What you have to do
Every line below must be reproduced exactly. Copy them all.
============================================================
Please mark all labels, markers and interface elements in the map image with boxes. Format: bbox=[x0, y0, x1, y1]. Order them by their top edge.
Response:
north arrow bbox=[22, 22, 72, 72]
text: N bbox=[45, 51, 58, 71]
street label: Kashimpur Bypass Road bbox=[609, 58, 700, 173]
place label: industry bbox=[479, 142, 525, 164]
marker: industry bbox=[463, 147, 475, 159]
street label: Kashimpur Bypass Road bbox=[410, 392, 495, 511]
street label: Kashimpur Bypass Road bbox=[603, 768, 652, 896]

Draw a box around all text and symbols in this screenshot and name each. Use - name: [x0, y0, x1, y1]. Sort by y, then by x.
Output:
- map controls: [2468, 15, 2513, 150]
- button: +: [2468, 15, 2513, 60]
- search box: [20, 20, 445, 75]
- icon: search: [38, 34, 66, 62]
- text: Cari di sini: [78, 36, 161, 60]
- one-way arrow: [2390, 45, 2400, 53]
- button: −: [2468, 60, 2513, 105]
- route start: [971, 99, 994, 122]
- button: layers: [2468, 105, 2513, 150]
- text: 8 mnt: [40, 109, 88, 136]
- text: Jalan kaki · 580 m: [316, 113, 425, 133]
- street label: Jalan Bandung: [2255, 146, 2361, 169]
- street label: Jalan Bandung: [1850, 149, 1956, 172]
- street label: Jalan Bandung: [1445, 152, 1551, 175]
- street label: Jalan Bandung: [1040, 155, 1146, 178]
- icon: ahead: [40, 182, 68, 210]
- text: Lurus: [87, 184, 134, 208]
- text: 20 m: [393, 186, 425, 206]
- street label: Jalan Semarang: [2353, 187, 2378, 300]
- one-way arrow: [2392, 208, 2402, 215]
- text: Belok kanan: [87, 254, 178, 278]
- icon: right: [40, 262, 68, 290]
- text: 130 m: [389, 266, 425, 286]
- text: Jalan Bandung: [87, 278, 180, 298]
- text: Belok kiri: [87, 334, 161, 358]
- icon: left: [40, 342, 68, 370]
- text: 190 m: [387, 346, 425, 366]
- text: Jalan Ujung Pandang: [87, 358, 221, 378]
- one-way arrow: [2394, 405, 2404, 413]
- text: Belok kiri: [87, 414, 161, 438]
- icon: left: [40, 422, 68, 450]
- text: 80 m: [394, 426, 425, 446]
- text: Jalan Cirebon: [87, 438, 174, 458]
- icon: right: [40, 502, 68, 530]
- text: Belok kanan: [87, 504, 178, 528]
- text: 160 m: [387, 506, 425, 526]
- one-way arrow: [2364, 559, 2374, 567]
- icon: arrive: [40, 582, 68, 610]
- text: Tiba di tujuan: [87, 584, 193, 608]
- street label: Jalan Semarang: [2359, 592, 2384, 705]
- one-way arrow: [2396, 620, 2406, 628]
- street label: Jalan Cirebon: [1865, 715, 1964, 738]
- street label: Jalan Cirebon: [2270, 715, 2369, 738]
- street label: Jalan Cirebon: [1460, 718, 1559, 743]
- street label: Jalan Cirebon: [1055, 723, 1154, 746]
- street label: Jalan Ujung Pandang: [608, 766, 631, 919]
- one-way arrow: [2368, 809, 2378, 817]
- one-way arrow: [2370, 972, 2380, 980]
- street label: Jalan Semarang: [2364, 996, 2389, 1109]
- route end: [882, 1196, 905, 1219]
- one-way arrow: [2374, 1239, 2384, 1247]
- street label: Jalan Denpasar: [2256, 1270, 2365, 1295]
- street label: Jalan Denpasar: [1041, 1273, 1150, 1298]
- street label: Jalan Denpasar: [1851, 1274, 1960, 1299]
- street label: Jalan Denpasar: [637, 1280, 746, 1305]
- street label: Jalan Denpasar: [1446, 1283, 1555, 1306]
============================================================
Solution below
Please mark all labels, markers and interface elements in the map image with boxes. Format: bbox=[x0, y0, x1, y1]. Order them by their top edge.
Response:
north arrow bbox=[22, 22, 72, 72]
text: N bbox=[45, 51, 58, 71]
street label: Kashimpur Bypass Road bbox=[609, 58, 700, 173]
place label: industry bbox=[479, 142, 525, 164]
marker: industry bbox=[463, 147, 475, 159]
street label: Kashimpur Bypass Road bbox=[410, 392, 495, 511]
street label: Kashimpur Bypass Road bbox=[603, 768, 652, 896]

Draw a box around all text and symbols in this screenshot and name each. Use - name: [x0, y0, x1, y1]. Sort by y, then by x.
Output:
- map controls: [2468, 15, 2513, 150]
- button: +: [2468, 15, 2513, 60]
- search box: [20, 20, 445, 75]
- icon: search: [38, 34, 66, 62]
- text: Cari di sini: [78, 36, 161, 60]
- one-way arrow: [2390, 45, 2400, 53]
- button: −: [2468, 60, 2513, 105]
- route start: [971, 99, 994, 122]
- button: layers: [2468, 105, 2513, 150]
- text: 8 mnt: [40, 109, 88, 136]
- text: Jalan kaki · 580 m: [316, 113, 425, 133]
- street label: Jalan Bandung: [2255, 146, 2361, 169]
- street label: Jalan Bandung: [1850, 149, 1956, 172]
- street label: Jalan Bandung: [1445, 152, 1551, 175]
- street label: Jalan Bandung: [1040, 155, 1146, 178]
- icon: ahead: [40, 182, 68, 210]
- text: Lurus: [87, 184, 134, 208]
- text: 20 m: [393, 186, 425, 206]
- street label: Jalan Semarang: [2353, 187, 2378, 300]
- one-way arrow: [2392, 208, 2402, 215]
- text: Belok kanan: [87, 254, 178, 278]
- icon: right: [40, 262, 68, 290]
- text: 130 m: [389, 266, 425, 286]
- text: Jalan Bandung: [87, 278, 180, 298]
- text: Belok kiri: [87, 334, 161, 358]
- icon: left: [40, 342, 68, 370]
- text: 190 m: [387, 346, 425, 366]
- text: Jalan Ujung Pandang: [87, 358, 221, 378]
- one-way arrow: [2394, 405, 2404, 413]
- text: Belok kiri: [87, 414, 161, 438]
- icon: left: [40, 422, 68, 450]
- text: 80 m: [394, 426, 425, 446]
- text: Jalan Cirebon: [87, 438, 174, 458]
- icon: right: [40, 502, 68, 530]
- text: Belok kanan: [87, 504, 178, 528]
- text: 160 m: [387, 506, 425, 526]
- one-way arrow: [2364, 559, 2374, 567]
- icon: arrive: [40, 582, 68, 610]
- text: Tiba di tujuan: [87, 584, 193, 608]
- street label: Jalan Semarang: [2359, 592, 2384, 705]
- one-way arrow: [2396, 620, 2406, 628]
- street label: Jalan Cirebon: [1865, 715, 1964, 738]
- street label: Jalan Cirebon: [2270, 715, 2369, 738]
- street label: Jalan Cirebon: [1460, 718, 1559, 743]
- street label: Jalan Cirebon: [1055, 723, 1154, 746]
- street label: Jalan Ujung Pandang: [608, 766, 631, 919]
- one-way arrow: [2368, 809, 2378, 817]
- one-way arrow: [2370, 972, 2380, 980]
- street label: Jalan Semarang: [2364, 996, 2389, 1109]
- route end: [882, 1196, 905, 1219]
- one-way arrow: [2374, 1239, 2384, 1247]
- street label: Jalan Denpasar: [2256, 1270, 2365, 1295]
- street label: Jalan Denpasar: [1041, 1273, 1150, 1298]
- street label: Jalan Denpasar: [1851, 1274, 1960, 1299]
- street label: Jalan Denpasar: [637, 1280, 746, 1305]
- street label: Jalan Denpasar: [1446, 1283, 1555, 1306]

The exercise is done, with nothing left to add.